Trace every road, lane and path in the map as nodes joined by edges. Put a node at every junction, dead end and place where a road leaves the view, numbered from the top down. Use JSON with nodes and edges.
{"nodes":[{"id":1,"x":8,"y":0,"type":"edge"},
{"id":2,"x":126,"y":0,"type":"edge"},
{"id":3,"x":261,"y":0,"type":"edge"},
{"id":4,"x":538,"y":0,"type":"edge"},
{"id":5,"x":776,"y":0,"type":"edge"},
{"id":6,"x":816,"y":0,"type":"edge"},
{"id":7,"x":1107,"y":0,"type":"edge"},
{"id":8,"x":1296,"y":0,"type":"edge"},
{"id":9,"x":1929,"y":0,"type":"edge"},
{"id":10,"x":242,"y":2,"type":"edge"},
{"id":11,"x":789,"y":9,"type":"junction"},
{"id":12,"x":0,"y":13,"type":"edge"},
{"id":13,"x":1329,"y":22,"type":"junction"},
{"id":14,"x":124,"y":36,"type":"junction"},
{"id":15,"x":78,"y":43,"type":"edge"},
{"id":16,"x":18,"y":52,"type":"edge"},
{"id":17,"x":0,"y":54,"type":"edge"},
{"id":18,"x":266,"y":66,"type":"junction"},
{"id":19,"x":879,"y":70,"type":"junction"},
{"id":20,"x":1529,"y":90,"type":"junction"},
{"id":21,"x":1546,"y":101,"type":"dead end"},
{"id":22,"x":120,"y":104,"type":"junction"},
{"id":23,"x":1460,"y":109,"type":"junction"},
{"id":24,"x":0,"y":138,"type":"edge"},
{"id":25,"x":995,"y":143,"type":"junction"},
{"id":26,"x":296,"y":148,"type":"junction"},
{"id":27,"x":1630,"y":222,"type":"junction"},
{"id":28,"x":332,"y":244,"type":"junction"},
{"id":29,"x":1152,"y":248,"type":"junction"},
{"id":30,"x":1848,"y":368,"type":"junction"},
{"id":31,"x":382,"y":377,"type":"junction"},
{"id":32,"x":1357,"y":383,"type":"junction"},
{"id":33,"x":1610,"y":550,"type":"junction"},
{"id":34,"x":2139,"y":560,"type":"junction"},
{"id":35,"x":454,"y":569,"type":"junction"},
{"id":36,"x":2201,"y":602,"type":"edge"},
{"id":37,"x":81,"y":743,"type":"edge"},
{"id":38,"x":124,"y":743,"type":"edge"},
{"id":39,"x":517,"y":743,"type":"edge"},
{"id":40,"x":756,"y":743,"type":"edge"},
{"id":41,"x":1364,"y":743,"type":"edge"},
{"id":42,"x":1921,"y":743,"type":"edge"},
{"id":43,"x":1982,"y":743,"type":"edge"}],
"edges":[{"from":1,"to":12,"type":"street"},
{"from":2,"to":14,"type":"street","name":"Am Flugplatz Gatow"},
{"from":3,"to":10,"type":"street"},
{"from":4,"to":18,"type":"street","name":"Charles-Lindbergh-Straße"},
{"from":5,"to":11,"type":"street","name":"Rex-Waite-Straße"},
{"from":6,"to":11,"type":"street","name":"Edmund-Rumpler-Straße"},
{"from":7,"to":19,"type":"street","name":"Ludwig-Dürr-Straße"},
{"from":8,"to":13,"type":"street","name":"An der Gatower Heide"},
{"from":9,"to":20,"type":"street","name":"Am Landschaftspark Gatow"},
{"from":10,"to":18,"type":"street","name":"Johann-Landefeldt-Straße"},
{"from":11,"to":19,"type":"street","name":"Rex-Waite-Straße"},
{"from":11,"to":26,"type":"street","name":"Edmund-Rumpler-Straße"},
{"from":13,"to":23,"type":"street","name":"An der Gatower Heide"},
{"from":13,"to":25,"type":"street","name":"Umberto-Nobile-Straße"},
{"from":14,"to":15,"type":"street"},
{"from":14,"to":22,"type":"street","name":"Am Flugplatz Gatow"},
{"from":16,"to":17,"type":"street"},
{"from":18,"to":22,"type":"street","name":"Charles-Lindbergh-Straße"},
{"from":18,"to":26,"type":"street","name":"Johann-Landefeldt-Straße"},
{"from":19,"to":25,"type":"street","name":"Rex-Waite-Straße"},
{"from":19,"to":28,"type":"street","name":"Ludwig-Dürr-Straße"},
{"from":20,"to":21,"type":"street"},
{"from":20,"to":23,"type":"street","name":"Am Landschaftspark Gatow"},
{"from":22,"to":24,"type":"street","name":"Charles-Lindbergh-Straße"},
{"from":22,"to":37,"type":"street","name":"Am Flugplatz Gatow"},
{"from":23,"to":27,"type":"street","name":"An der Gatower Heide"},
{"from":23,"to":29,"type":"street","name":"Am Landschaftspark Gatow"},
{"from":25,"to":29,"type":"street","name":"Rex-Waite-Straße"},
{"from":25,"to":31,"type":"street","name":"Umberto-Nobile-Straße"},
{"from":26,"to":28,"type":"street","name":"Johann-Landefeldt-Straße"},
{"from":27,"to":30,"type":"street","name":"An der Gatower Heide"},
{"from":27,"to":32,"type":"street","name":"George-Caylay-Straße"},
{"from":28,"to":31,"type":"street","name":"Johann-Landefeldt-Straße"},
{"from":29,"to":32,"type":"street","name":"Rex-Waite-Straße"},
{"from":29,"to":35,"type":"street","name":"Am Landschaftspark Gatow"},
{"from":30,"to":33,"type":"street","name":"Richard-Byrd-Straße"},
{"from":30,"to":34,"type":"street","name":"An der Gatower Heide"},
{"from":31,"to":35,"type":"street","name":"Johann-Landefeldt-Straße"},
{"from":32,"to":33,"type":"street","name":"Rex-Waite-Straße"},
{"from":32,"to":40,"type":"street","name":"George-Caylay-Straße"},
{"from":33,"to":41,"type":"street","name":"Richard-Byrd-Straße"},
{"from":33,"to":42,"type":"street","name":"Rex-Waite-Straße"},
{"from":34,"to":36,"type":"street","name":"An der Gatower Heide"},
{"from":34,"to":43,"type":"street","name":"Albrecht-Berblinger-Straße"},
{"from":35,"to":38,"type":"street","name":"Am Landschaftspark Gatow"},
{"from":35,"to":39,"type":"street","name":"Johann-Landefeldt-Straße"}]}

TASK BRIEF :: Restate every entry above word for word.

YOUR SOLUTION ::
Trace every road, lane and path in the map as nodes joined by edges. Put a node at every junction, dead end and place where a road leaves the view, numbered from the top down. Use JSON with nodes and edges.
{"nodes":[{"id":1,"x":8,"y":0,"type":"edge"},
{"id":2,"x":126,"y":0,"type":"edge"},
{"id":3,"x":261,"y":0,"type":"edge"},
{"id":4,"x":538,"y":0,"type":"edge"},
{"id":5,"x":776,"y":0,"type":"edge"},
{"id":6,"x":816,"y":0,"type":"edge"},
{"id":7,"x":1107,"y":0,"type":"edge"},
{"id":8,"x":1296,"y":0,"type":"edge"},
{"id":9,"x":1929,"y":0,"type":"edge"},
{"id":10,"x":242,"y":2,"type":"edge"},
{"id":11,"x":789,"y":9,"type":"junction"},
{"id":12,"x":0,"y":13,"type":"edge"},
{"id":13,"x":1329,"y":22,"type":"junction"},
{"id":14,"x":124,"y":36,"type":"junction"},
{"id":15,"x":78,"y":43,"type":"edge"},
{"id":16,"x":18,"y":52,"type":"edge"},
{"id":17,"x":0,"y":54,"type":"edge"},
{"id":18,"x":266,"y":66,"type":"junction"},
{"id":19,"x":879,"y":70,"type":"junction"},
{"id":20,"x":1529,"y":90,"type":"junction"},
{"id":21,"x":1546,"y":101,"type":"dead end"},
{"id":22,"x":120,"y":104,"type":"junction"},
{"id":23,"x":1460,"y":109,"type":"junction"},
{"id":24,"x":0,"y":138,"type":"edge"},
{"id":25,"x":995,"y":143,"type":"junction"},
{"id":26,"x":296,"y":148,"type":"junction"},
{"id":27,"x":1630,"y":222,"type":"junction"},
{"id":28,"x":332,"y":244,"type":"junction"},
{"id":29,"x":1152,"y":248,"type":"junction"},
{"id":30,"x":1848,"y":368,"type":"junction"},
{"id":31,"x":382,"y":377,"type":"junction"},
{"id":32,"x":1357,"y":383,"type":"junction"},
{"id":33,"x":1610,"y":550,"type":"junction"},
{"id":34,"x":2139,"y":560,"type":"junction"},
{"id":35,"x":454,"y":569,"type":"junction"},
{"id":36,"x":2201,"y":602,"type":"edge"},
{"id":37,"x":81,"y":743,"type":"edge"},
{"id":38,"x":124,"y":743,"type":"edge"},
{"id":39,"x":517,"y":743,"type":"edge"},
{"id":40,"x":756,"y":743,"type":"edge"},
{"id":41,"x":1364,"y":743,"type":"edge"},
{"id":42,"x":1921,"y":743,"type":"edge"},
{"id":43,"x":1982,"y":743,"type":"edge"}],
"edges":[{"from":1,"to":12,"type":"street"},
{"from":2,"to":14,"type":"street","name":"Am Flugplatz Gatow"},
{"from":3,"to":10,"type":"street"},
{"from":4,"to":18,"type":"street","name":"Charles-Lindbergh-Straße"},
{"from":5,"to":11,"type":"street","name":"Rex-Waite-Straße"},
{"from":6,"to":11,"type":"street","name":"Edmund-Rumpler-Straße"},
{"from":7,"to":19,"type":"street","name":"Ludwig-Dürr-Straße"},
{"from":8,"to":13,"type":"street","name":"An der Gatower Heide"},
{"from":9,"to":20,"type":"street","name":"Am Landschaftspark Gatow"},
{"from":10,"to":18,"type":"street","name":"Johann-Landefeldt-Straße"},
{"from":11,"to":19,"type":"street","name":"Rex-Waite-Straße"},
{"from":11,"to":26,"type":"street","name":"Edmund-Rumpler-Straße"},
{"from":13,"to":23,"type":"street","name":"An der Gatower Heide"},
{"from":13,"to":25,"type":"street","name":"Umberto-Nobile-Straße"},
{"from":14,"to":15,"type":"street"},
{"from":14,"to":22,"type":"street","name":"Am Flugplatz Gatow"},
{"from":16,"to":17,"type":"street"},
{"from":18,"to":22,"type":"street","name":"Charles-Lindbergh-Straße"},
{"from":18,"to":26,"type":"street","name":"Johann-Landefeldt-Straße"},
{"from":19,"to":25,"type":"street","name":"Rex-Waite-Straße"},
{"from":19,"to":28,"type":"street","name":"Ludwig-Dürr-Straße"},
{"from":20,"to":21,"type":"street"},
{"from":20,"to":23,"type":"street","name":"Am Landschaftspark Gatow"},
{"from":22,"to":24,"type":"street","name":"Charles-Lindbergh-Straße"},
{"from":22,"to":37,"type":"street","name":"Am Flugplatz Gatow"},
{"from":23,"to":27,"type":"street","name":"An der Gatower Heide"},
{"from":23,"to":29,"type":"street","name":"Am Landschaftspark Gatow"},
{"from":25,"to":29,"type":"street","name":"Rex-Waite-Straße"},
{"from":25,"to":31,"type":"street","name":"Umberto-Nobile-Straße"},
{"from":26,"to":28,"type":"street","name":"Johann-Landefeldt-Straße"},
{"from":27,"to":30,"type":"street","name":"An der Gatower Heide"},
{"from":27,"to":32,"type":"street","name":"George-Caylay-Straße"},
{"from":28,"to":31,"type":"street","name":"Johann-Landefeldt-Straße"},
{"from":29,"to":32,"type":"street","name":"Rex-Waite-Straße"},
{"from":29,"to":35,"type":"street","name":"Am Landschaftspark Gatow"},
{"from":30,"to":33,"type":"street","name":"Richard-Byrd-Straße"},
{"from":30,"to":34,"type":"street","name":"An der Gatower Heide"},
{"from":31,"to":35,"type":"street","name":"Johann-Landefeldt-Straße"},
{"from":32,"to":33,"type":"street","name":"Rex-Waite-Straße"},
{"from":32,"to":40,"type":"street","name":"George-Caylay-Straße"},
{"from":33,"to":41,"type":"street","name":"Richard-Byrd-Straße"},
{"from":33,"to":42,"type":"street","name":"Rex-Waite-Straße"},
{"from":34,"to":36,"type":"street","name":"An der Gatower Heide"},
{"from":34,"to":43,"type":"street","name":"Albrecht-Berblinger-Straße"},
{"from":35,"to":38,"type":"street","name":"Am Landschaftspark Gatow"},
{"from":35,"to":39,"type":"street","name":"Johann-Landefeldt-Straße"}]}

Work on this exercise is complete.